Last week, it ended with Little House in Brookfield.
I grew up listening to my parents read The Little House on the Prairie books out loud to me and my siblings. The stories of Laura Ingalls and her family are intrinsic parts of my childhood, stories I’ve been listening to—and reading—for as long as I can remember.
Little House in Brookfield is almost as embedded in my mind. The story, instead of being written by and about Laura Ingalls Wilder, is instead about her mother, Carolina Quiner. This book, and the others in this series, are based on a collection of letters written to Laura by her aunt Martha, Ma’s sister. The research done by Maria Wilkes brilliantly recreates Ma’s childhood in Brookfield, Wisconsin.
Although written with the same simple, charming style as The Little House in the Prairie, Carolina Quiner’s childhood was very different from her daughter’s. Her father, Henry Quiner, was lost at sea when she was four years old. For her mother, grandmother, and four siblings, life is a constant struggle to keep their farm running, their family together, and enough food on the table.

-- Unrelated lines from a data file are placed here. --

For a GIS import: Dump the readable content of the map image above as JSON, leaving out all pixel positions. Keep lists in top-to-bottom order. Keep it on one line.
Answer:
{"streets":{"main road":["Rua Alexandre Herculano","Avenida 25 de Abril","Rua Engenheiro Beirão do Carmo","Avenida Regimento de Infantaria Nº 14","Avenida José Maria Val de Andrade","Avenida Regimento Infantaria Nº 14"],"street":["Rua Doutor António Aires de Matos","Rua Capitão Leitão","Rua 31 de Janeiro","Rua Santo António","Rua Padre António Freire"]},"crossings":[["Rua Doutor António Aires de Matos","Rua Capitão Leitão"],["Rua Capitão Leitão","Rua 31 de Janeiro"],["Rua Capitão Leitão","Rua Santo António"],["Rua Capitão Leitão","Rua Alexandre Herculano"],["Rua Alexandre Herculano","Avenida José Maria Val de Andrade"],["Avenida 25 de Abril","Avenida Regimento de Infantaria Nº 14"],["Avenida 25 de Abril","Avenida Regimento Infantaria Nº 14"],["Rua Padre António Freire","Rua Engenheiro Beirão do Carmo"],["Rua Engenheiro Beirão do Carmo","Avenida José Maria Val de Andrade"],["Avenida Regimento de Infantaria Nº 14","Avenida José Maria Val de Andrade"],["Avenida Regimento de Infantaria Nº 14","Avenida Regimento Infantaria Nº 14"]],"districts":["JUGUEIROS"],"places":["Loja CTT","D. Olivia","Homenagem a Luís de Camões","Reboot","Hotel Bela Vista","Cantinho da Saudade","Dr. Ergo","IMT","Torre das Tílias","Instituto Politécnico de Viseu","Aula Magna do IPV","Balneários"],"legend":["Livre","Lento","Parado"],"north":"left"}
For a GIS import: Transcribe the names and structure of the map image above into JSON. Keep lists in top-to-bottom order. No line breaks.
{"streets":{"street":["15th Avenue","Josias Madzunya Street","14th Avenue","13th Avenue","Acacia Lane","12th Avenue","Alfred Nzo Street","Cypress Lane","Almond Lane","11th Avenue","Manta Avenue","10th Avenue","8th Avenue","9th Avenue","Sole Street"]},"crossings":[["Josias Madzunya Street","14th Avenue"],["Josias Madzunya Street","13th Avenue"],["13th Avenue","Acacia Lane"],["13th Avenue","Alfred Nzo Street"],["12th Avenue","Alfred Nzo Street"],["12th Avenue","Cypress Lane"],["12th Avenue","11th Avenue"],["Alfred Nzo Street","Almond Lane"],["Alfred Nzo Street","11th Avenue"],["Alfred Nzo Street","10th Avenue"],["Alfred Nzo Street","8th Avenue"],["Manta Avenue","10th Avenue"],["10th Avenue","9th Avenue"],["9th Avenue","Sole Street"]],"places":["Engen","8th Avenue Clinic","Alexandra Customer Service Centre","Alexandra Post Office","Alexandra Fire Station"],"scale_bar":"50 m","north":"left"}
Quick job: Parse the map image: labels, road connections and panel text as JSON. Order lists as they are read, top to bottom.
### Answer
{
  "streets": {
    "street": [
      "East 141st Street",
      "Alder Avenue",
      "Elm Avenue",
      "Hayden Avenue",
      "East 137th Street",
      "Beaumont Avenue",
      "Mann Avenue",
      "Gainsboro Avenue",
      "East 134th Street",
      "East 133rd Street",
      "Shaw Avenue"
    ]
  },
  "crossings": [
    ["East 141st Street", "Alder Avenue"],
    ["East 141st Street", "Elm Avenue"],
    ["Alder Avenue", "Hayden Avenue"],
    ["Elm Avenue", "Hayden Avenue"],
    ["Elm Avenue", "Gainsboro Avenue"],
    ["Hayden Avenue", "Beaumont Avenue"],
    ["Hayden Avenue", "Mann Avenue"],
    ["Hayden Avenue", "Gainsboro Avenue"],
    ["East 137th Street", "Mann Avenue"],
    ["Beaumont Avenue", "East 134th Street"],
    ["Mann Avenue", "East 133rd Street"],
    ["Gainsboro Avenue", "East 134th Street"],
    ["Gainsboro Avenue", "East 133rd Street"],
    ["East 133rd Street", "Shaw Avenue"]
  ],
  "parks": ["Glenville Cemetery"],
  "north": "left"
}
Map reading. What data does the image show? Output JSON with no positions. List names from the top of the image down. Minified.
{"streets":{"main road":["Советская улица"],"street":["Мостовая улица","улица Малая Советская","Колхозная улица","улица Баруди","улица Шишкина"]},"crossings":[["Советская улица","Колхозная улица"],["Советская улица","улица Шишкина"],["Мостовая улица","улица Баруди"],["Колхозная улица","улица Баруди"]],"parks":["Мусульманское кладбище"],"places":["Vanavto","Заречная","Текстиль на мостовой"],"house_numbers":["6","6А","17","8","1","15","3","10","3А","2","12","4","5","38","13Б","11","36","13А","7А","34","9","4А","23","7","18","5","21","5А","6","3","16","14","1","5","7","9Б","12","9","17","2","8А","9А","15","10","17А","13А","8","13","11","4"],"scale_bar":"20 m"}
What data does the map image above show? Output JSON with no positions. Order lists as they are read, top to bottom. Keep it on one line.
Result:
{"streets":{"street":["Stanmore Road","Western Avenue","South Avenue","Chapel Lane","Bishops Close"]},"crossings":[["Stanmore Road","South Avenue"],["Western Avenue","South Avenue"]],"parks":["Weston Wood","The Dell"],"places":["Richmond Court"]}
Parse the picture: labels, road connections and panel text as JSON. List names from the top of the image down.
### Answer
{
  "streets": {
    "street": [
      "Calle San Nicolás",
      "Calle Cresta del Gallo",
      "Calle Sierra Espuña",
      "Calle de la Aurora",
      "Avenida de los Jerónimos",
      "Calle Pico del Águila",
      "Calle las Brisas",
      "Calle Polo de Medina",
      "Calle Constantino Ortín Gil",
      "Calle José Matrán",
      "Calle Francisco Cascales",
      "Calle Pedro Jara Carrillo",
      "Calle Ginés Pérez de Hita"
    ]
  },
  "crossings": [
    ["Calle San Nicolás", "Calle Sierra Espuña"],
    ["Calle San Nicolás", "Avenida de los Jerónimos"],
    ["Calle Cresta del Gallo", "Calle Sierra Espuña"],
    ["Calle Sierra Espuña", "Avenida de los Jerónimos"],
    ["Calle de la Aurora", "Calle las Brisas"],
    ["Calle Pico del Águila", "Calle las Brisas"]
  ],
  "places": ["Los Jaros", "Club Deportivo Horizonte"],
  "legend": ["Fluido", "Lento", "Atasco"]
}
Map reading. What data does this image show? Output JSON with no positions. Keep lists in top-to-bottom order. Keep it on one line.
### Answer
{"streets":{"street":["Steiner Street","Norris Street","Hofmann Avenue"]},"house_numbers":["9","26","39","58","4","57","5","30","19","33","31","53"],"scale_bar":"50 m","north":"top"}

As frustrating and difficult as such an uphill climb is for this small family, they still manage to face every day with an amazing amount of cheerfulness and faith. Ma’s steadying presence and silent strength is a cornerstone of the Little House series, and it is easy to see where that strength and character was developed. Her own mother is a rock in their home, despite dealing with the grief of losing her husband and the struggle of providing for a family alone. The kindness of a stranger, the help of old friends, and the prudence of a woman able to make something out of nothing keeps their family afloat. Old dresses are made new, toes show through the scuffed leather of shoes that are old and worn, and flour becomes a luxury they are not sure they can afford, and yet, life continues. Christmas is celebrated, birthdays are somehow made special, and family grows strong through the hardships.
Little House in Brookfield is a beautifully written story of love, hardship, and triumph. If you have loved the Little House books as much as I have, cherished them through your childhood and treasured them as long favorites, this is definitely a book for you. I hope you enjoy it as much as I did!
Each time they came to the mill, she wished she could climb up a pile of grain and touch the ceiling right before she slipped down the other side of the pile and skidded to the floor in a rush of barley, corn, oats, or wheat.